News: The time of your meals may affect weight-loss efforts
If you thought calories and fat were all you had to think about when it comes to eating for weight
If you thought calories and fat were all you had to think about when it comes to eating for weight loss, think again. According to a new study published in the International Journal of Obesity, when you eat is just as important as what you eat.
Researchers studied 420 overweight participants who were following a 20-week weight-loss program in Spain. The participants were divided into two groups: early-eaters and late-eaters, according to the time at which they chose to eat their main meal, which in this population was lunch. Early-eaters ate lunch any time before 3 p.m. and late-eaters ate any time after 3 p.m. This meal accounted for 40 percent of the total daily calories consumed.
"Our results indicate that late eaters displayed a slower wight-loss rate and lost significantly less weight than early eaters," study author Frank Scheer said.
Surprisingly, total daily calories consumed and expended, level of appetite hormones and sleep duration was similar between the groups. But late-eaters had a lower insulin sensitivity, which is a risk factor for Type 2 diabetes.

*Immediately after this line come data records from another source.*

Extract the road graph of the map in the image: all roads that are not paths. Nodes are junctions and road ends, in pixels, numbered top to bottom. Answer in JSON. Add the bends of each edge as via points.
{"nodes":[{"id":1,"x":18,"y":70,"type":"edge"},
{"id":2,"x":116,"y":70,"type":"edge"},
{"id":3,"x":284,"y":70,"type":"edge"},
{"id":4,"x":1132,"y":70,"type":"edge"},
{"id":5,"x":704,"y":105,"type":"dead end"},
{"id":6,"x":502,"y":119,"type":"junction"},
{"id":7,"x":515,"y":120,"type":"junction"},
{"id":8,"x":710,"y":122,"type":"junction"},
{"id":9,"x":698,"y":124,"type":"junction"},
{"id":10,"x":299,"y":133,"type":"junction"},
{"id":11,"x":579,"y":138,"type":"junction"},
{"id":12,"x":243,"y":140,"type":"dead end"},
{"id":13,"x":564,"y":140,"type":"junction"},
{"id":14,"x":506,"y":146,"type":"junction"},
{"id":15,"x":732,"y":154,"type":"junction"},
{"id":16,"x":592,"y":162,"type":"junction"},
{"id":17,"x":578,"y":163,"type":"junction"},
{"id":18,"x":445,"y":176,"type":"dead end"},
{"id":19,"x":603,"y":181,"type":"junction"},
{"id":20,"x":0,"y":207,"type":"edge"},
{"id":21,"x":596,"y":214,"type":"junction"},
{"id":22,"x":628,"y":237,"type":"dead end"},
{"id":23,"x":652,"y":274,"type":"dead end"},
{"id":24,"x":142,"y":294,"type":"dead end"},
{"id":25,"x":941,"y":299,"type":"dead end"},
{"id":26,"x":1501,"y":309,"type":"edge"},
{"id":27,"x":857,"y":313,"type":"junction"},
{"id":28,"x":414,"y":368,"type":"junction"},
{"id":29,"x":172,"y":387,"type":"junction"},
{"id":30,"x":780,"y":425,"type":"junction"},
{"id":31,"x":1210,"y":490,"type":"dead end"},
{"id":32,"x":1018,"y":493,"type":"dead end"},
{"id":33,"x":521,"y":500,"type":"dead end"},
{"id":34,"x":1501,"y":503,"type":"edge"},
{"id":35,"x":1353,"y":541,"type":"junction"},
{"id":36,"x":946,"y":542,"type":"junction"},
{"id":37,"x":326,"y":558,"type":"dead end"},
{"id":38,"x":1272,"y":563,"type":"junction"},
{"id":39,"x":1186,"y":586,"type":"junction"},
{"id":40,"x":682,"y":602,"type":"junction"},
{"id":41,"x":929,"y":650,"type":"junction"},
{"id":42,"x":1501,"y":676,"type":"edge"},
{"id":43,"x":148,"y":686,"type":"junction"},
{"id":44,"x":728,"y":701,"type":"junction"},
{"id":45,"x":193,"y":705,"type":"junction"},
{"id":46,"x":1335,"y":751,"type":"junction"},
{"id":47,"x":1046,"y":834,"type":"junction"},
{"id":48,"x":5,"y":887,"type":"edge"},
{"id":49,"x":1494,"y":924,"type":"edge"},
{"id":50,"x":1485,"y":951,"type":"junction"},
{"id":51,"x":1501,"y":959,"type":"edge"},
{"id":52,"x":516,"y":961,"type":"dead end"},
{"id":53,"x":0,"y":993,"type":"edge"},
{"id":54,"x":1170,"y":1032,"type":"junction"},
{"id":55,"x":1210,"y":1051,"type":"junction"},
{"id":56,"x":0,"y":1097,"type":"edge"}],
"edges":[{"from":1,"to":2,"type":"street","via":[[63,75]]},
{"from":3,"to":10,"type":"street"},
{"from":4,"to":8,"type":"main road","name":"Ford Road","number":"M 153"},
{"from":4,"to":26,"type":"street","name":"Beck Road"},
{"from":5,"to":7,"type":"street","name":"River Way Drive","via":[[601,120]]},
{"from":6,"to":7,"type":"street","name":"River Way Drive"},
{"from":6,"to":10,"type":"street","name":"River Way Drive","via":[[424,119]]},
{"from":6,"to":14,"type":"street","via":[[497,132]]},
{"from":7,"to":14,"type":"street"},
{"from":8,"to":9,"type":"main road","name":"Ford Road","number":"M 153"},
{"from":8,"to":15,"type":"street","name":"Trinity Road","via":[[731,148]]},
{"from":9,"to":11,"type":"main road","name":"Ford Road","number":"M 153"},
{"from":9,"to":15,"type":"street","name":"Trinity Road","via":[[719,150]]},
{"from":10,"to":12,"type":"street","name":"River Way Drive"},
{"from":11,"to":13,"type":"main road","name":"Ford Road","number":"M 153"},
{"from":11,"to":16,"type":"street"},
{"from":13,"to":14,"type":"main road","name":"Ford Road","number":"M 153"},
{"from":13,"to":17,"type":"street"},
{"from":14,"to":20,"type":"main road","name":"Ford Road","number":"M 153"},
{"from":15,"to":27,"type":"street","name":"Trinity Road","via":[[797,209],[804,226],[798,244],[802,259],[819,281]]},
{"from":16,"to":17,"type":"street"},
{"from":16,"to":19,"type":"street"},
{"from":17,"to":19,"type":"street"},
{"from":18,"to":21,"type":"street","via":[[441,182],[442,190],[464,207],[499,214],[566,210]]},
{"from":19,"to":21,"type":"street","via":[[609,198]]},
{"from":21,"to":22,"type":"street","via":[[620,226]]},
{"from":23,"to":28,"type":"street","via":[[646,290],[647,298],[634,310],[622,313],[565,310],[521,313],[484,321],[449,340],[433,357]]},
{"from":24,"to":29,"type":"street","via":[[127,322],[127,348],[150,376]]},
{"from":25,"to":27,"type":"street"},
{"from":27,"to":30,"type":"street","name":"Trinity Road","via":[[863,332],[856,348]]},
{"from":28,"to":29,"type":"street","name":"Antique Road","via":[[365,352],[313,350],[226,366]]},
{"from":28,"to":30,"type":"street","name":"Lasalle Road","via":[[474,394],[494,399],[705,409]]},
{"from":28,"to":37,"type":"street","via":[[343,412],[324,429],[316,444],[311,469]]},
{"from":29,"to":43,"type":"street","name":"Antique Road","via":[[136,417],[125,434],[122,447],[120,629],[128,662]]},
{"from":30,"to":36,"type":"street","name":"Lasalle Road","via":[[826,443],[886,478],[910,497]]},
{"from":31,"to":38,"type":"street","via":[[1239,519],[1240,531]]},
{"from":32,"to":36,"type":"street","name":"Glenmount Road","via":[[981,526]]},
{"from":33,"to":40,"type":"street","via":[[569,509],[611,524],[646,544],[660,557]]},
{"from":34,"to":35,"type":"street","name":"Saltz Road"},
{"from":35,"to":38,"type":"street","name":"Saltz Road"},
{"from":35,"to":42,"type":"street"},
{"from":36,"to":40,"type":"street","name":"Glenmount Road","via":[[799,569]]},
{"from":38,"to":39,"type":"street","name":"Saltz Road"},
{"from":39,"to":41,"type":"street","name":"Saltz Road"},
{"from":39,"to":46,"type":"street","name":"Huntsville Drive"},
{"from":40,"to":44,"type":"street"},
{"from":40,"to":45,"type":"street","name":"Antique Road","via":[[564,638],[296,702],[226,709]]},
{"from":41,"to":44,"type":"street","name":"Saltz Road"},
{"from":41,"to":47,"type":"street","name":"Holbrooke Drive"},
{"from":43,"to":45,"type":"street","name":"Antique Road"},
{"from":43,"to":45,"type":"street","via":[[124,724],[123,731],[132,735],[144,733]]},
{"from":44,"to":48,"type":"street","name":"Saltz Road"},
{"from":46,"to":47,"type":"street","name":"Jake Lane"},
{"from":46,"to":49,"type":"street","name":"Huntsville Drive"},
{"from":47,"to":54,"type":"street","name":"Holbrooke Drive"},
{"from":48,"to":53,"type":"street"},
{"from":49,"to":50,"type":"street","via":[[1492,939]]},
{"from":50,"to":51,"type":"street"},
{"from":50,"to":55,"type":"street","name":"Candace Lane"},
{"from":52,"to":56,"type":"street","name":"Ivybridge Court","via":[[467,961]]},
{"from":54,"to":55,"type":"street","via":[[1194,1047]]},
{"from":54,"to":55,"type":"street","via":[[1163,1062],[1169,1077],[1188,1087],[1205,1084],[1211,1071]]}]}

Researchers also found that late-eaters typically consumed fewer calories at breakfast and were more likely to skip breakfast altogether.
The study’s results suggest that the timing of high calorie meals may impact metabolic rate, which makes sense. After all, regular snacks or meals every three to four hours are important to fuel your metabolism, help prevent blood-sugar crashes and prevent binge eating.
When do you eat your largest meal of the day?